In Turkey 98.9% of the population is Muslim. The nation has had debates on how much of the religion to allow to affect social preferences. These preferences influence the interpretations of the Quran and its various passages as well as the Hadith. However, to the members of traditional Islam homosexuality is still frowned upon and seen as a deviant sin and worthy of criminal prosecution. They point to the story of Lot and Sodom and Gomorrah. The interpretation is that the city and its inhabitants were punished because of their homosexuality. The interpretation of this story thus justifies their positions.
However, Islamic art and literature contradict this interpretation and how it’s implemented. Beginning from the Middle Ages and forward, homoeroticism was a very prevalent theme in the form of pederasty among numerous Muslim writers and poets. In Arabic, Persian, Turkish and finally Urdu, love poetry between men and young boys significantly overshadowed those about women. This reestablishes the fact that regardless of Islamic law, homosexuality was still accepted in society and even celebrated.

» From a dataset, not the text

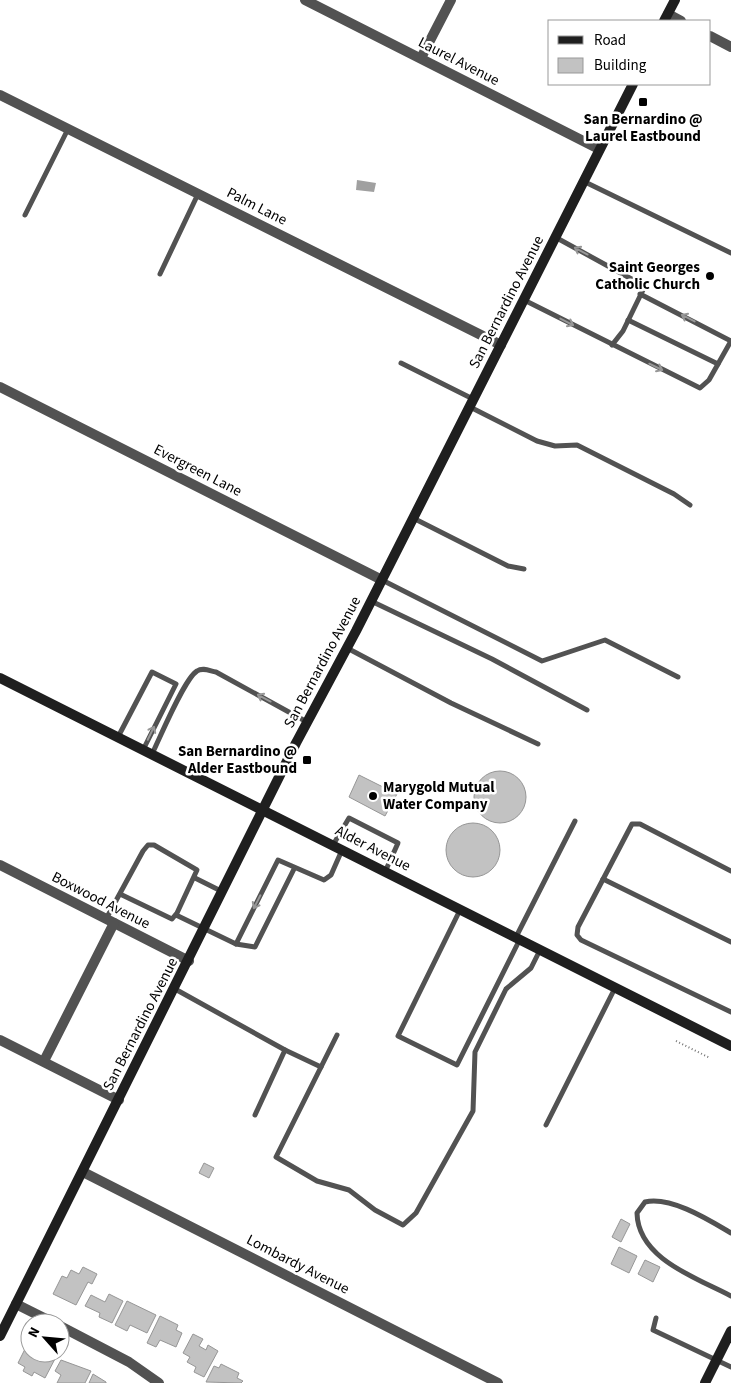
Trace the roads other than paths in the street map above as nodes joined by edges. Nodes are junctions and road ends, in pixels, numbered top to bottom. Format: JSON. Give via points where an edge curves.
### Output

Researchers have noted that even if Islamic law outlawed homosexuality it would have still been clandestinely allowed because of the perception of the increased masculinity of the dominant partner instead of the passive partner. The passive partner was seen as more feminine and as a result was the one who suffered shame and ridicule. While the dominant partner did not lose his standing in the community or society the passive partner most certainly did. Another aspect of this is that the women are segregated from the men and men are seen as having virility. Premarital sex is also forbidden in this culture. As a result of these restrictions, same sex sexual relations will continue in mostly covert ways.
Those who engage in same sex sexual relations do not necessarily see themselves as part of the gay community. Those who take the dominant role do not identify themselves as part of this community, consciously.
This predominantly Muslim community struggles with secularization and human rights. Therefore, although homosexuality is legal it may not be socially acceptable. This may be the justification for things such as honor killings because homosexuality is seen as going against Islamic law.